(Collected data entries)
____________

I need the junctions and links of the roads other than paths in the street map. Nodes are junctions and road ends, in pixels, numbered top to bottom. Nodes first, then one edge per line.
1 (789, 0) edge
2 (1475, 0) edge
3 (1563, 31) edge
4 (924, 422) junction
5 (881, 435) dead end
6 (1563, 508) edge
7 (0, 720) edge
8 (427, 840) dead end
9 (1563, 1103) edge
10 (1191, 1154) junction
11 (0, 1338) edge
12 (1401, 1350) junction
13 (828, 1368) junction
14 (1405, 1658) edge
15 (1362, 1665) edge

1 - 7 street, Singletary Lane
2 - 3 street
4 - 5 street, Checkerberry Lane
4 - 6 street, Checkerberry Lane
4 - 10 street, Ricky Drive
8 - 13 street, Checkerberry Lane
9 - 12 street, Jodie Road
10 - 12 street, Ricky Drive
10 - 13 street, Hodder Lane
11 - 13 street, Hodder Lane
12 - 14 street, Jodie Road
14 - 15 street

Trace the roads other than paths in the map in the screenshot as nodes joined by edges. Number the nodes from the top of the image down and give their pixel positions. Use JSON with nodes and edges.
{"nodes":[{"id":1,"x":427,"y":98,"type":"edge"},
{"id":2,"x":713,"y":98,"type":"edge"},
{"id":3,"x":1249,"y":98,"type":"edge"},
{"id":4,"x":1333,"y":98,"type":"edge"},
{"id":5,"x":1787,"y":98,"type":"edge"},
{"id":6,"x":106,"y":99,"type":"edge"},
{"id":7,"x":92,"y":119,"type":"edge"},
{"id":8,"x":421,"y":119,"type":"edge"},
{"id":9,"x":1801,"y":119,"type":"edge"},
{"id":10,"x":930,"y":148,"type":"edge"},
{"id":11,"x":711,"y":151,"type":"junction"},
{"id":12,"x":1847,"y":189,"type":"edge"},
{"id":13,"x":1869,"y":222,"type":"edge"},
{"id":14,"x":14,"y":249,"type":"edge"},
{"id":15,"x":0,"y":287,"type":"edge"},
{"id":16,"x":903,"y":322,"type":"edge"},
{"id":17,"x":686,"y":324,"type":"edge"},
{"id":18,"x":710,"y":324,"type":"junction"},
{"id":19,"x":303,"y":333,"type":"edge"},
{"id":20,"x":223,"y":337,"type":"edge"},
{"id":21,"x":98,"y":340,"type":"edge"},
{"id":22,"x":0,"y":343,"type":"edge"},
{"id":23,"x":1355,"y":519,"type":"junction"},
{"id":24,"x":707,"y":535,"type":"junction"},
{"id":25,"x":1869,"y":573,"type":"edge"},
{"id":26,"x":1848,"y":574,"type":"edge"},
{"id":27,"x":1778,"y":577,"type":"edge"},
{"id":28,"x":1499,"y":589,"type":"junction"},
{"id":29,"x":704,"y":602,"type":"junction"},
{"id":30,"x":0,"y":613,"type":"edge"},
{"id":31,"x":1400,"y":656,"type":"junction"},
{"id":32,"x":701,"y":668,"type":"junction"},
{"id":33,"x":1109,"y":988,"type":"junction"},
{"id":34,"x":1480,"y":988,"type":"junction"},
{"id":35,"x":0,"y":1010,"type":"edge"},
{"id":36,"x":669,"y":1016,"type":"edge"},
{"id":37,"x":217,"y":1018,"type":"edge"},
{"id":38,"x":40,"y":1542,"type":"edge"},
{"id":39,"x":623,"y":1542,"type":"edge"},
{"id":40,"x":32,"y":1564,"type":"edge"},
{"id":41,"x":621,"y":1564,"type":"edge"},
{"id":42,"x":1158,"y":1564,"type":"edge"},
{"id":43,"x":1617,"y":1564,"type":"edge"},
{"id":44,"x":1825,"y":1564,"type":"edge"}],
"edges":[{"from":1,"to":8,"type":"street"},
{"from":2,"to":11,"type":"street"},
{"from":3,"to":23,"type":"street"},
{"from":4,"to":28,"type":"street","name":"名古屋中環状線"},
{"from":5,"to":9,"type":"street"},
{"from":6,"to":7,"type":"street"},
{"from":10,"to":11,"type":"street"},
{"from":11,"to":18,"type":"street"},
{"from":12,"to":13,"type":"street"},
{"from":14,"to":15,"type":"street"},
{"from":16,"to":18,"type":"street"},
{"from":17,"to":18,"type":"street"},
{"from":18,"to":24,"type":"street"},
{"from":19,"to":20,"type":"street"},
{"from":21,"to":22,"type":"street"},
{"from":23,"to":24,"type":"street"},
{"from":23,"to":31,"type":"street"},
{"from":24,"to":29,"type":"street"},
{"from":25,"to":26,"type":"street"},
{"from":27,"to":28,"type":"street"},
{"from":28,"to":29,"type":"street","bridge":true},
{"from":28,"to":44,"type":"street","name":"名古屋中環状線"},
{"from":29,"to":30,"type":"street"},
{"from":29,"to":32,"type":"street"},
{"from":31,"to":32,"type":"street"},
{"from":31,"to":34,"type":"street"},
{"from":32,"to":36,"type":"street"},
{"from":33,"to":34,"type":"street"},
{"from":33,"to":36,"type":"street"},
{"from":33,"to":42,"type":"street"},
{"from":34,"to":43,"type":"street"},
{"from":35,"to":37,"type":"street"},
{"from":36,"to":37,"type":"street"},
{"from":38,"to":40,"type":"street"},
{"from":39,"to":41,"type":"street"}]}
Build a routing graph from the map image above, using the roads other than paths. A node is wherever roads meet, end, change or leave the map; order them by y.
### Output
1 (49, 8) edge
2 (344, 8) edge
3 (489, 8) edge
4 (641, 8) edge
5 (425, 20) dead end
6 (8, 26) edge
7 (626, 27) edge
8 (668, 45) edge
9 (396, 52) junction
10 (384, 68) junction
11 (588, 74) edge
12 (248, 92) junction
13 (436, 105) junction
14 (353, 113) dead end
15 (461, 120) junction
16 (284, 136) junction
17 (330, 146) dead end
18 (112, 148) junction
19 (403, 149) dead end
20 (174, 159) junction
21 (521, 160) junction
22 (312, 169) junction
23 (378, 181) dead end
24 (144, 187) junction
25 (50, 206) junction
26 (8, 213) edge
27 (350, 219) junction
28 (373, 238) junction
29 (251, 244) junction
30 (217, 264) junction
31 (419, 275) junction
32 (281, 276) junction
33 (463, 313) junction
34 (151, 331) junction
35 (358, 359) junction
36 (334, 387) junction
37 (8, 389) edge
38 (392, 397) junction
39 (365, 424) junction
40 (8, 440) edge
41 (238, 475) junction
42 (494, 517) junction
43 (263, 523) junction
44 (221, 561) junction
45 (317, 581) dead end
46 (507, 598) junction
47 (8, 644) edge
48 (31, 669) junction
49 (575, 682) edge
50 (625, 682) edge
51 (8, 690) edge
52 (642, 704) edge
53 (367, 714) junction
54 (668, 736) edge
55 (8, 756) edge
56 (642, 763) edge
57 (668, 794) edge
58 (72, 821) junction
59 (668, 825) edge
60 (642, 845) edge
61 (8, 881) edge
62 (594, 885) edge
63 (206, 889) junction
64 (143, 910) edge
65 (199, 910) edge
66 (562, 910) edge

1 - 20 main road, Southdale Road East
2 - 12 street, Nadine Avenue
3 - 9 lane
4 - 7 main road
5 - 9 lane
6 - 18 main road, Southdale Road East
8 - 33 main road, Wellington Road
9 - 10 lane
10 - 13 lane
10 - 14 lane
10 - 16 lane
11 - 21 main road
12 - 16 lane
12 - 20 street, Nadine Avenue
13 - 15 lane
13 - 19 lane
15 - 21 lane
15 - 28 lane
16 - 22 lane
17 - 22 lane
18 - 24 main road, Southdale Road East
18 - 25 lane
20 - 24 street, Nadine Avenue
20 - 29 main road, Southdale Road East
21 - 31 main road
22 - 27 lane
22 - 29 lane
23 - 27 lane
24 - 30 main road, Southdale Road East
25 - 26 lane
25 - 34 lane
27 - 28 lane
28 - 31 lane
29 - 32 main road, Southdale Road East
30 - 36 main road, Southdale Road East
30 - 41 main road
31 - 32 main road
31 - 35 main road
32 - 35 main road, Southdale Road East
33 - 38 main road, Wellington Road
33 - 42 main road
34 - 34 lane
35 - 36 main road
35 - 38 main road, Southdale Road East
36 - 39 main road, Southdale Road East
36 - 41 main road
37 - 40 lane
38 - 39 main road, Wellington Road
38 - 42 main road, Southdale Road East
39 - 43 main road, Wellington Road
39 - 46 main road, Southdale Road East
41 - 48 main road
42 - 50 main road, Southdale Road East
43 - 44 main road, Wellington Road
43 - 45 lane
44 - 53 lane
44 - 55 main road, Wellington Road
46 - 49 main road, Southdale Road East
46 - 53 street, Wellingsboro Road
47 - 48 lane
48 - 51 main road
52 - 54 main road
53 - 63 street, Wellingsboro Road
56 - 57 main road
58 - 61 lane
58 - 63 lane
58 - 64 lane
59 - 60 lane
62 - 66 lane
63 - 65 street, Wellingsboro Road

____________

*TASK INSTRUCTIONS*: Among the lines above, count those containing "image", and give only the number.

*YOUR SOLUTION*: 2